I hesitated before answering. My head pounded as the memory came on again, as if there was something pushing behind the tattered images. The ritual circle in the woods, the trees with their dark branches and whitened leaves, the other attendants at the ceremony, the light in her eyes and the light shining from holes in my chest as she removed her hand. The sequence was there-like it always was-but something felt off-kilter. Like I was watching a home movie in slow motion, and had finally started to notice the gaps between the frames.
Nicols took my hesitation as disinterest in answering his question. "That's the basis of the bone you've got to pick with her, isn't it? After ten years, I'm not buying that you're still carrying a torch for this woman. I saw you on the boat, saw how you came after Doug. It's not about being scorned or dumped. It's something deeper."
All the way to my core.
The roots of the Chorus were lost in the dark soil. What gave them sustenance? What fed their need? Was it something other than the soul energy they took?
"Yeah, you don't have to say anything. No one operates in a vacuum, Markham. Especially those who insist that they do. Give me some credit. I've been tracking loners for a long time." His eyes were bright and piercing like a hawk fixed on a lone rabbit out in the middle of a field. He was watching me in his own way, reading me as he read all those who came under his eye as a detective. I had to be careful not to give him reason to pounce on me. I had to be as honest as I could.
Why did that word seem so awkward? I looked at my hands as if there was some answer to be found in the patterns on my knuckles.
"My initiation into the world of magick was much like yours," I said. The words came slowly as if I was telling a story I didn't quite know, as if it were someone else's tale. "Sudden and unexpected. Your example earlier about fresh-faced football players is apropos. You're not equipped to play but you've got no choice. If you were just the rookie-the new guy with a couple of years high school experience-then I was. . the water boy who got drafted into the game because all the other players were injured. I had no clue, and the whole experience probably should have killed me.
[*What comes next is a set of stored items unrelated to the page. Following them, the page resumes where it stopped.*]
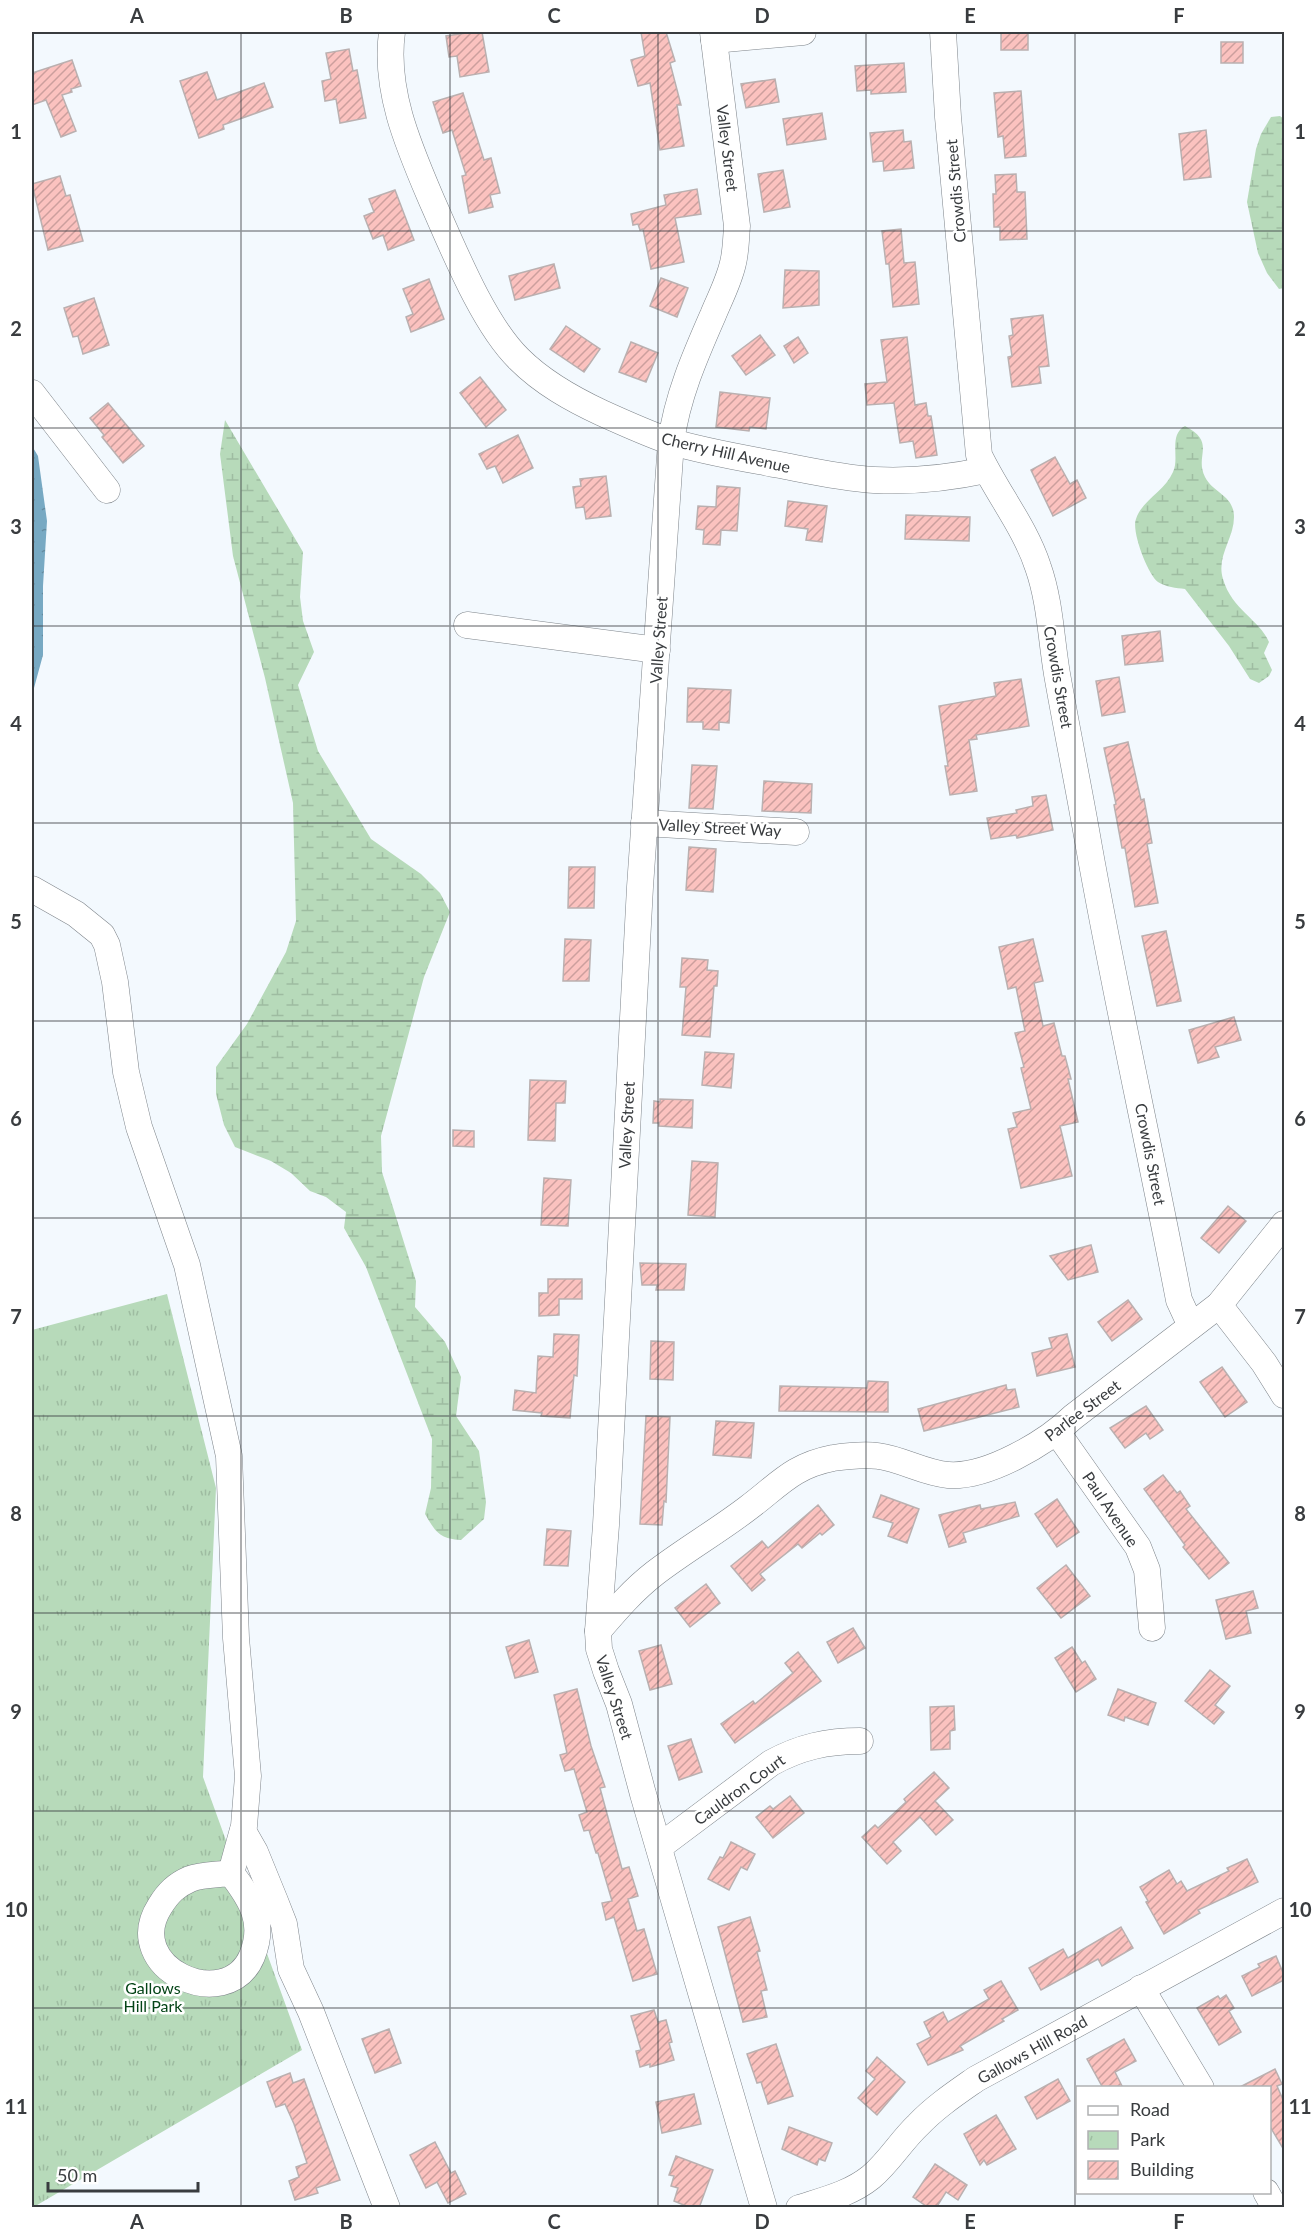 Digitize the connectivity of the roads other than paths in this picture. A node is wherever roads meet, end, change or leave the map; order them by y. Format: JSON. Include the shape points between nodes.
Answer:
{"nodes":[{"id":1,"x":392,"y":32,"type":"edge"},
{"id":2,"x":803,"y":32,"type":"edge"},
{"id":3,"x":944,"y":32,"type":"edge"},
{"id":4,"x":714,"y":36,"type":"edge"},
{"id":5,"x":32,"y":393,"type":"edge"},
{"id":6,"x":671,"y":442,"type":"junction"},
{"id":7,"x":986,"y":470,"type":"junction"},
{"id":8,"x":107,"y":490,"type":"dead end"},
{"id":9,"x":467,"y":625,"type":"dead end"},
{"id":10,"x":657,"y":650,"type":"junction"},
{"id":11,"x":644,"y":823,"type":"junction"},
{"id":12,"x":796,"y":832,"type":"dead end"},
{"id":13,"x":32,"y":889,"type":"edge"},
{"id":14,"x":1284,"y":1224,"type":"edge"},
{"id":15,"x":1219,"y":1305,"type":"junction"},
{"id":16,"x":1191,"y":1326,"type":"junction"},
{"id":17,"x":1284,"y":1395,"type":"edge"},
{"id":18,"x":1058,"y":1432,"type":"junction"},
{"id":19,"x":1152,"y":1628,"type":"dead end"},
{"id":20,"x":598,"y":1631,"type":"junction"},
{"id":21,"x":860,"y":1741,"type":"dead end"},
{"id":22,"x":243,"y":1832,"type":"junction"},
{"id":23,"x":659,"y":1847,"type":"junction"},
{"id":24,"x":231,"y":1872,"type":"junction"},
{"id":25,"x":1284,"y":1911,"type":"edge"},
{"id":26,"x":1141,"y":1988,"type":"junction"},
{"id":27,"x":1200,"y":2086,"type":"edge"},
{"id":28,"x":1267,"y":2194,"type":"edge"},
{"id":29,"x":387,"y":2208,"type":"edge"},
{"id":30,"x":764,"y":2208,"type":"edge"},
{"id":31,"x":799,"y":2208,"type":"edge"},
{"id":32,"x":1275,"y":2208,"type":"edge"}],
"edges":[{"from":1,"to":6,"type":"street","name":"Cherry Hill Avenue","via":[[390,68],[399,117],[441,221],[494,327],[538,378],[589,407]]},
{"from":2,"to":4,"type":"street"},
{"from":3,"to":7,"type":"street","name":"Crowdis Street","via":[[976,425],[979,455]]},
{"from":4,"to":6,"type":"street","name":"Valley Street","via":[[736,216],[736,245],[727,283],[680,398]]},
{"from":5,"to":8,"type":"street"},
{"from":6,"to":7,"type":"street","name":"Cherry Hill Avenue","via":[[874,480],[936,479]]},
{"from":6,"to":10,"type":"street","name":"Valley Street"},
{"from":7,"to":16,"type":"street","name":"Crowdis Street","via":[[1026,539],[1044,587],[1107,948],[1179,1300]]},
{"from":9,"to":10,"type":"street"},
{"from":10,"to":11,"type":"street","name":"Valley Street"},
{"from":11,"to":12,"type":"street","name":"Valley Street Way"},
{"from":11,"to":20,"type":"street","name":"Valley Street"},
{"from":13,"to":22,"type":"street","via":[[75,914],[102,935],[107,945],[126,1072],[139,1127],[187,1265],[200,1322],[229,1456],[236,1638],[248,1776]]},
{"from":14,"to":15,"type":"street","name":"Parlee Street"},
{"from":15,"to":16,"type":"street","name":"Parlee Street"},
{"from":15,"to":17,"type":"street"},
{"from":16,"to":18,"type":"street","name":"Parlee Street"},
{"from":18,"to":19,"type":"street","name":"Paul Avenue","via":[[1138,1547],[1147,1570]]},
{"from":18,"to":20,"type":"street","name":"Parlee Street","via":[[1009,1459],[964,1474],[948,1475],[878,1456],[858,1455],[831,1458],[789,1474],[749,1508],[655,1573],[626,1598]]},
{"from":20,"to":23,"type":"street","name":"Valley Street","via":[[599,1649],[620,1704]]},
{"from":21,"to":23,"type":"street","name":"Cauldron Court","via":[[820,1744],[786,1755]]},
{"from":22,"to":24,"type":"street"},
{"from":22,"to":29,"type":"street","via":[[284,1924],[291,1969]]},
{"from":23,"to":30,"type":"street","name":"Valley Street"},
{"from":24,"to":24,"type":"street","via":[[193,1878],[174,1888],[153,1920],[152,1938],[159,1958],[180,1977],[216,1984],[241,1972],[249,1962],[259,1931],[256,1914]]},
{"from":25,"to":26,"type":"street","name":"Gallows Hill Road"},
{"from":26,"to":27,"type":"street"},
{"from":26,"to":31,"type":"street","name":"Gallows Hill Road","via":[[976,2079],[923,2120],[871,2177],[838,2195]]},
{"from":28,"to":32,"type":"street"}]}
"Kat-Katarina Nouranois, her grandfather emigrated from Greece shortly after World War II-Kat was still a neophyte. She had no business attempting the ritual that night. She was overzealous, and things. . got out of control. Before she could effect damage control-if she even knew how-the situation deteriorated, and I was abandoned. I had to figure out how to survive on my own."
He nodded and said nothing, just let the words spill out of me. It's an old saw of his profession: everyone wants to talk; everyone wants to confess their guilty secrets. Self-absolution in a private trinity of sinner, penitent, and priest.
"Every light casts a shadow," I continued. "All routes to enlightenment pass through an inversion of darkness. You have to travel both forward and backward, and some people get lost when they reach that border. They can't let go of their hearts and their minds. They can't destroy their egos. They still have fear. They reach the Abyss, take one look at the Guardian and the path beyond, and they're done. They give up."